# ASSIGNED TASK
In the data, extract each line that holds the string "main".

# Stored items from a collection
::::
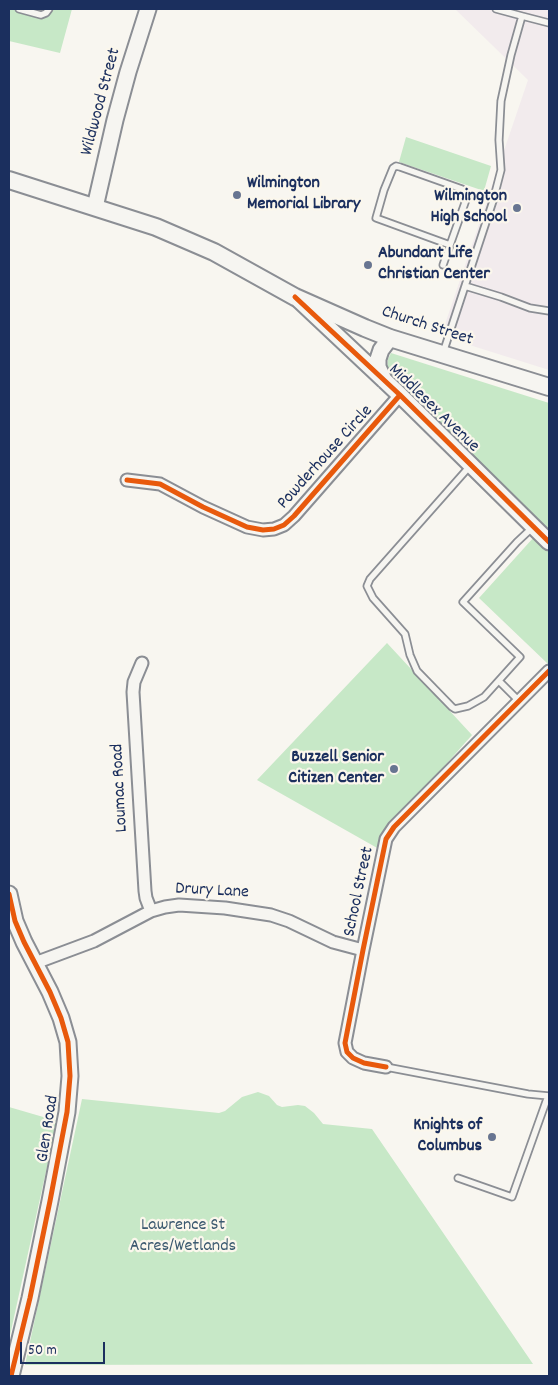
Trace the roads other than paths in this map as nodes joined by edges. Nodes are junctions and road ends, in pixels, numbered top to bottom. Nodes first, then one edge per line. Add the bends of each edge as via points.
1 (19, 9) edge
2 (49, 9) edge
3 (148, 9) edge
4 (496, 9) edge
5 (522, 16) junction
6 (549, 23) edge
7 (9, 181) edge
8 (95, 206) junction
9 (450, 245) junction
10 (443, 265) dead end
11 (465, 286) junction
12 (295, 297) junction
13 (549, 311) edge
14 (390, 338) junction
15 (443, 354) junction
16 (385, 381) junction
17 (549, 387) edge
18 (400, 395) junction
19 (471, 465) junction
20 (127, 480) dead end
21 (533, 527) junction
22 (549, 542) edge
23 (142, 663) dead end
24 (549, 671) edge
25 (499, 681) junction
26 (519, 701) junction
27 (9, 894) edge
28 (151, 911) junction
29 (363, 950) junction
30 (35, 963) junction
31 (386, 1067) joint
32 (548, 1096) edge
33 (458, 1178) dead end
34 (11, 1376) edge

1 - 2 lane via 41,15
3 - 8 street, Wildwood Street via 128,72
4 - 5 lane
5 - 6 lane
5 - 11 lane via 500,101 501,170
7 - 8 main road, Middlesex Avenue
8 - 12 main road, Middlesex Avenue via 197,244
9 - 9 lane via 467,197 465,191 398,166 393,168 376,218
9 - 10 lane
11 - 13 lane via 530,308
11 - 15 lane
12 - 14 main road, Church Street
12 - 16 street, Middlesex Avenue
14 - 15 main road, Church Street
14 - 16 street, Middlesex Avenue via 378,359
15 - 17 main road, Church Street
16 - 18 street, Middlesex Avenue
18 - 19 street, Middlesex Avenue
18 - 20 street, Powderhouse Circle via 294,516 274,529 247,527 160,484
19 - 21 street, Middlesex Avenue
19 - 25 lane via 370,579 368,590 405,634 417,671 452,707 462,708 479,700
21 - 22 street, Middlesex Avenue
21 - 25 lane via 463,602 520,657
23 - 28 street, Loumac Road via 133,692 145,891
24 - 26 street, School Street
25 - 26 lane
26 - 29 street, School Street via 388,835
27 - 30 street, Glen Road via 15,921
28 - 29 street, Drury Lane via 186,905 254,912 286,920 333,942
28 - 30 street, Drury Lane via 94,941
29 - 31 street, School Street via 346,1047 358,1061
30 - 34 street, Glen Road via 65,1030 70,1087 50,1201
31 - 32 lane
32 - 33 lane via 512,1197

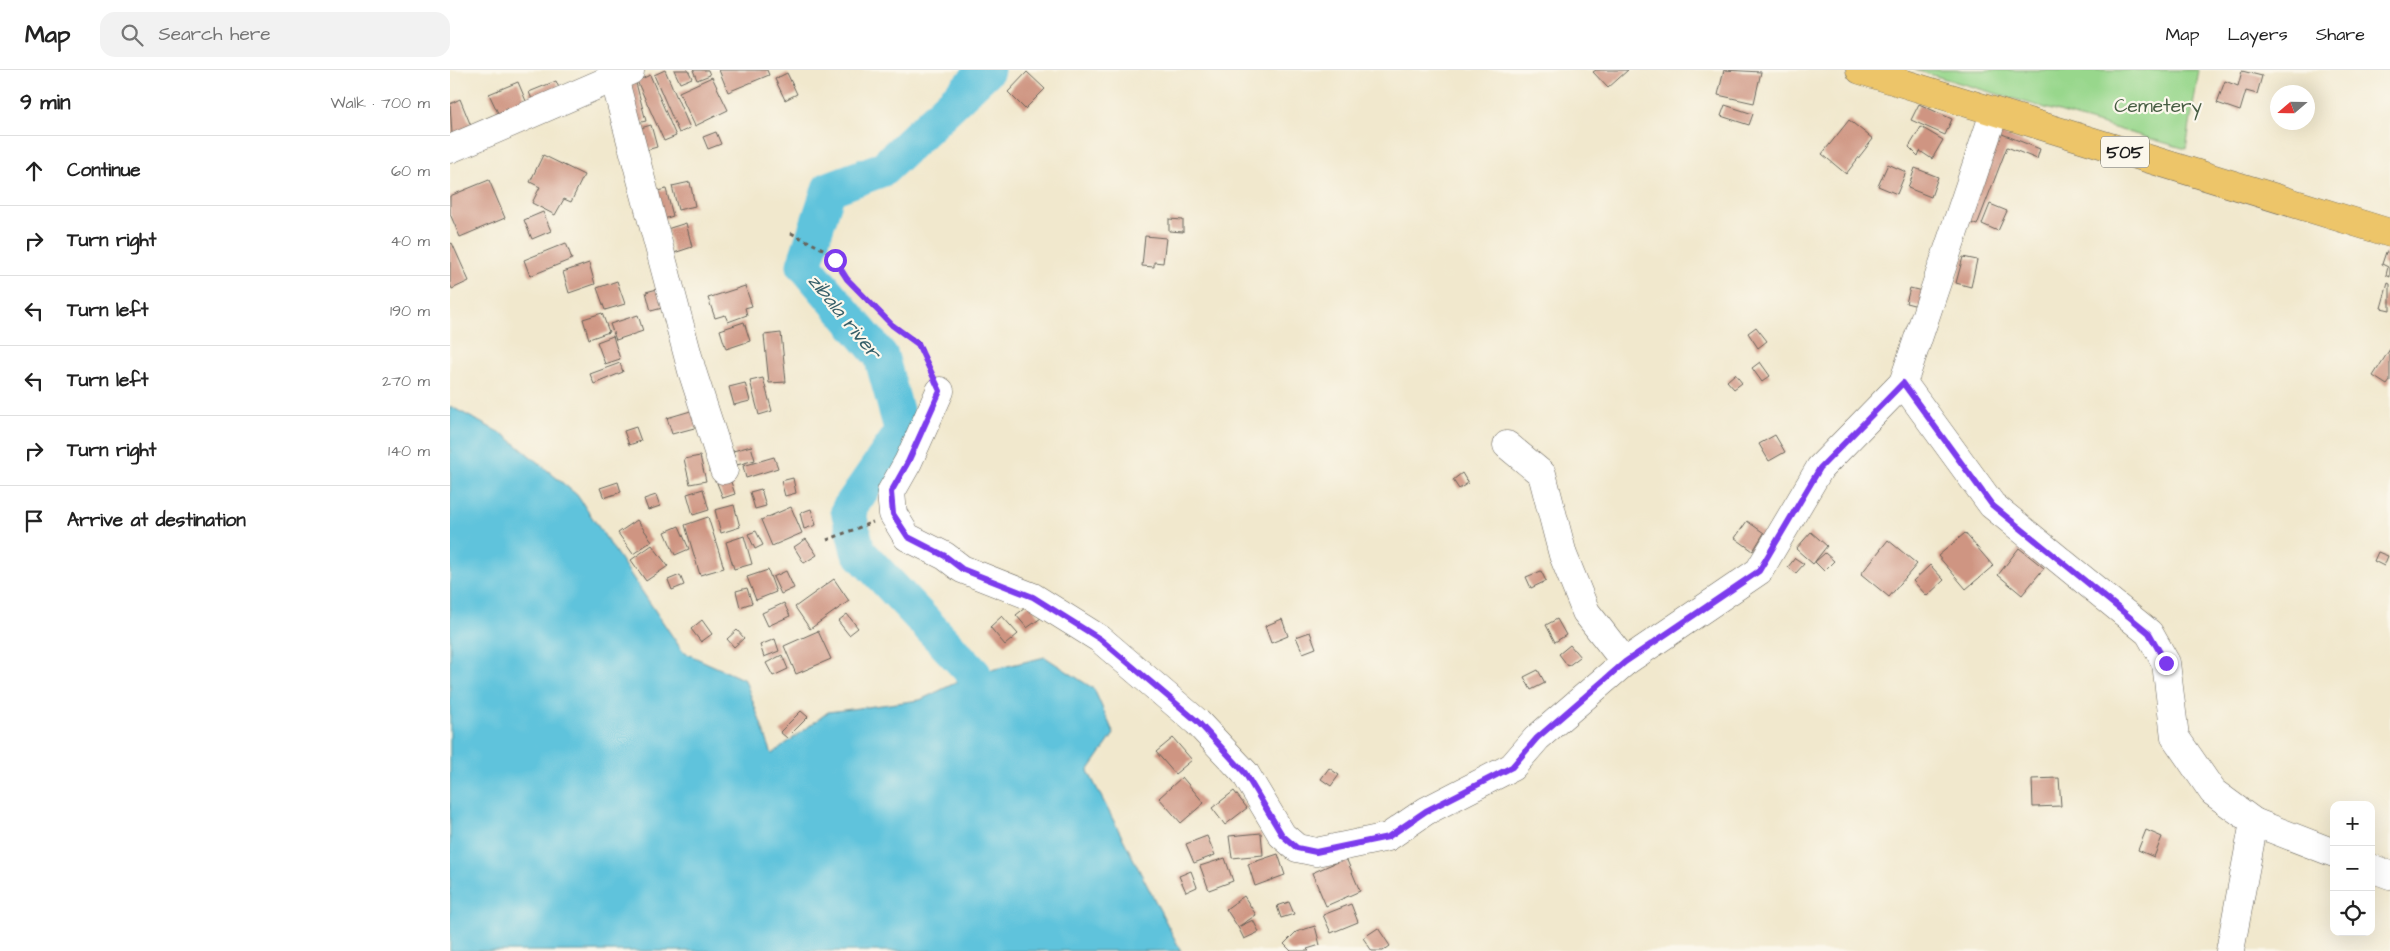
::::
# ANSWER FOR THIS EXERCISE
7 - 8 main road, Middlesex Avenue
8 - 12 main road, Middlesex Avenue via 197,244
12 - 14 main road, Church Street
14 - 15 main road, Church Street
15 - 17 main road, Church Street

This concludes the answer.